Work instruction: Quote every line of the data below as it stands, omitting pictures.

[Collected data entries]

-- Opening Marker --

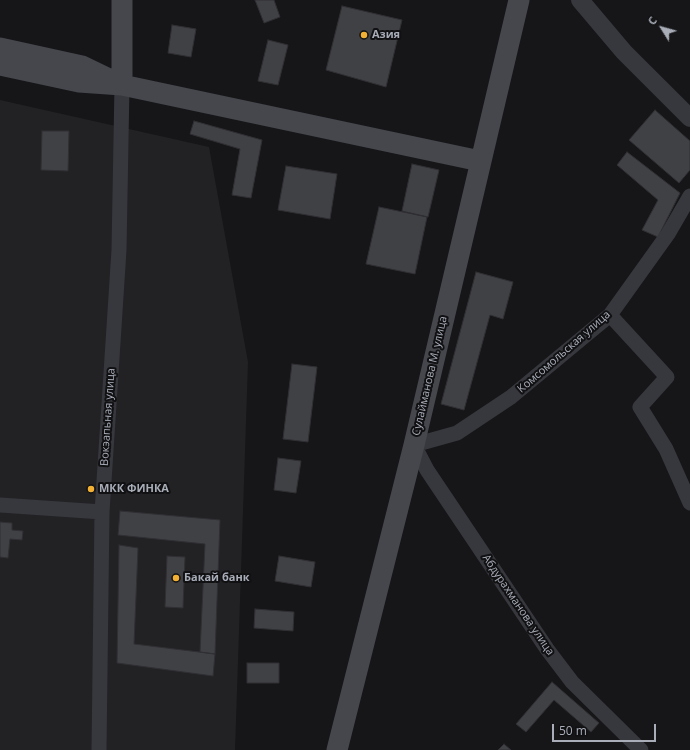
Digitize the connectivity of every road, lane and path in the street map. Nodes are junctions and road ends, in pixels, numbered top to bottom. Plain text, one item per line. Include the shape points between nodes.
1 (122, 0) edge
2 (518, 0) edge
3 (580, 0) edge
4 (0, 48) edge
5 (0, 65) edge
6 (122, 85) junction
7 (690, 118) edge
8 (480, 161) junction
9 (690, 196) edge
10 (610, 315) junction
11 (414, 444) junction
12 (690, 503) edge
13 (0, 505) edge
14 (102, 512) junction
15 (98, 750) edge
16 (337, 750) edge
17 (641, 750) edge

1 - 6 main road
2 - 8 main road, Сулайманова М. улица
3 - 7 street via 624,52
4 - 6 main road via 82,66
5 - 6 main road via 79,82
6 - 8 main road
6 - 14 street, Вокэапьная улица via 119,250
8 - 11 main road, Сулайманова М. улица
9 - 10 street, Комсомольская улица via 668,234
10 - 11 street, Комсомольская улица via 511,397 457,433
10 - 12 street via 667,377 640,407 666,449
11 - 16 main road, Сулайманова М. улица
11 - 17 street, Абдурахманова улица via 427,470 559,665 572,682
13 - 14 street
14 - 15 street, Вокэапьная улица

-- Closing Marker --

Output:
Digitize the connectivity of every road, lane and path in the street map. Nodes are junctions and road ends, in pixels, numbered top to bottom. Plain text, one item per line. Include the shape points between nodes.
1 (122, 0) edge
2 (518, 0) edge
3 (580, 0) edge
4 (0, 48) edge
5 (0, 65) edge
6 (122, 85) junction
7 (690, 118) edge
8 (480, 161) junction
9 (690, 196) edge
10 (610, 315) junction
11 (414, 444) junction
12 (690, 503) edge
13 (0, 505) edge
14 (102, 512) junction
15 (98, 750) edge
16 (337, 750) edge
17 (641, 750) edge

1 - 6 main road
2 - 8 main road, Сулайманова М. улица
3 - 7 street via 624,52
4 - 6 main road via 82,66
5 - 6 main road via 79,82
6 - 8 main road
6 - 14 street, Вокэапьная улица via 119,250
8 - 11 main road, Сулайманова М. улица
9 - 10 street, Комсомольская улица via 668,234
10 - 11 street, Комсомольская улица via 511,397 457,433
10 - 12 street via 667,377 640,407 666,449
11 - 16 main road, Сулайманова М. улица
11 - 17 street, Абдурахманова улица via 427,470 559,665 572,682
13 - 14 street
14 - 15 street, Вокэапьная улица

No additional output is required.